The stoning of Suraya

Are we nearer to freeing ourselves from systemic subjugation to the 1%, and living beyond pleasing others and pursuing THINGS?

Is love revolutionizing?

15 year old Afghan student Abdulai was watching the Iranian movie ‘The Stoning of Suraya’.

When the deceived villagers were praising God’s greatness and demanding Suraya’s death for an adultery she didn’t commit, Abdulai remarked,

‘My heart is tearing apart.

People are like sheep.’

One by one, Suraya’s father, then her husband, then her two sons, then the village mayor and the religious leader, they stoned her.

Suraya had said she was frightened, ‘not of death, but the dying, the stones…’

As her aunt combed Suraya’s funereal hair while singing to her, Suraya cried.

She cried to let go of her children and the belief that justice would always be stronger.

With dignity, she walked to the execution pit. She did not avoid the gaze of the people, especially the haughty shame of the pompous and powerful.

You could hardly tell that she was shaking beneath her suffering shawl, though she wasn’t shaking out of fear or sorrow.

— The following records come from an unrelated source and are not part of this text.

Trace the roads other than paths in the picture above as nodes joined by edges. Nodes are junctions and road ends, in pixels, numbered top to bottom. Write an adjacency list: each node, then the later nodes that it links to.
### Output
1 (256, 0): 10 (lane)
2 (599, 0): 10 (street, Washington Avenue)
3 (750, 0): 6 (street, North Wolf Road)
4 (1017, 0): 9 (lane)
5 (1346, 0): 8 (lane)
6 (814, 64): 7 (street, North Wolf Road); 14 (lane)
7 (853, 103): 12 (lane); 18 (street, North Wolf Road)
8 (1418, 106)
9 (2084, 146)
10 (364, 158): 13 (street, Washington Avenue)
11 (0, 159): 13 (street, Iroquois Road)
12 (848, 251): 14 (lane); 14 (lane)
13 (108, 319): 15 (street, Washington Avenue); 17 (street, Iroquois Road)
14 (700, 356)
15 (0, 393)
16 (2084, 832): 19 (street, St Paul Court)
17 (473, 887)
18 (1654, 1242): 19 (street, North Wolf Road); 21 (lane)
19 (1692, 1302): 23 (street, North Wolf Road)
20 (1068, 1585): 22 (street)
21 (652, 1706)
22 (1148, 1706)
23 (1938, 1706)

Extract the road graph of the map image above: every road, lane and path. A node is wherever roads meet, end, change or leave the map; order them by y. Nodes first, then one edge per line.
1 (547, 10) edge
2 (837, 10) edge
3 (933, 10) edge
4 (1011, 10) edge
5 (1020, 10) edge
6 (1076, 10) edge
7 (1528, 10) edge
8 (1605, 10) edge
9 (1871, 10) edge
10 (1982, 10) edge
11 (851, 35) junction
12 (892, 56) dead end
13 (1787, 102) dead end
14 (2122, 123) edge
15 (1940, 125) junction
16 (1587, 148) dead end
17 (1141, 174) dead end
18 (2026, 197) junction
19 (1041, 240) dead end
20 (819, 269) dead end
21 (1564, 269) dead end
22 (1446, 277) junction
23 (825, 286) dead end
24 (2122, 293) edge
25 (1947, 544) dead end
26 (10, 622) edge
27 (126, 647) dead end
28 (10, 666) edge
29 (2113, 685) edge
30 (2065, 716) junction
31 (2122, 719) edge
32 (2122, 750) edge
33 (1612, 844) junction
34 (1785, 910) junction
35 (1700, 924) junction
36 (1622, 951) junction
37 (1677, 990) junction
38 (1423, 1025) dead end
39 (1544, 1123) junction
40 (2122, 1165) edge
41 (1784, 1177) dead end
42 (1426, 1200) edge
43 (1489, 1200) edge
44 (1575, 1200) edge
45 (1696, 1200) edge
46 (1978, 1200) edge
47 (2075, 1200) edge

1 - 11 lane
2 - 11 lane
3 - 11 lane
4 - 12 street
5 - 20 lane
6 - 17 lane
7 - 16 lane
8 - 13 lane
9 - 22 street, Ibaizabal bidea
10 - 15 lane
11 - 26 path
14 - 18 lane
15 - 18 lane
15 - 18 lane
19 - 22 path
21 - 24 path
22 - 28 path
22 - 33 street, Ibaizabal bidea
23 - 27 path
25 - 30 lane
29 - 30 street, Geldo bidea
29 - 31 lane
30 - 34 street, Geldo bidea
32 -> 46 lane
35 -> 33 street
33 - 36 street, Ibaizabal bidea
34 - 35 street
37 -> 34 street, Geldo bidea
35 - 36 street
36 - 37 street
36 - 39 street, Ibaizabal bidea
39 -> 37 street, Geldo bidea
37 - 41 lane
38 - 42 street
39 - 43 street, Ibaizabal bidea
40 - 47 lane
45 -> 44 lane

Her bones were shivering out of disappointment.

She spied through her bloodied eyes a dying vision : everyone in the establishment insisted they were right.

And the sheep followed.

The slaughter.

Just as it has been with the deaths of untold individuals.

While 139 countries have already banned capital punishment, in 2010, the countries with the highest public executions rates in the world were China, Iran, North Korea, Yemen and the USA.

Will we finally see war as en-masse capital punishment, mostly of people not directly involved in the dispute?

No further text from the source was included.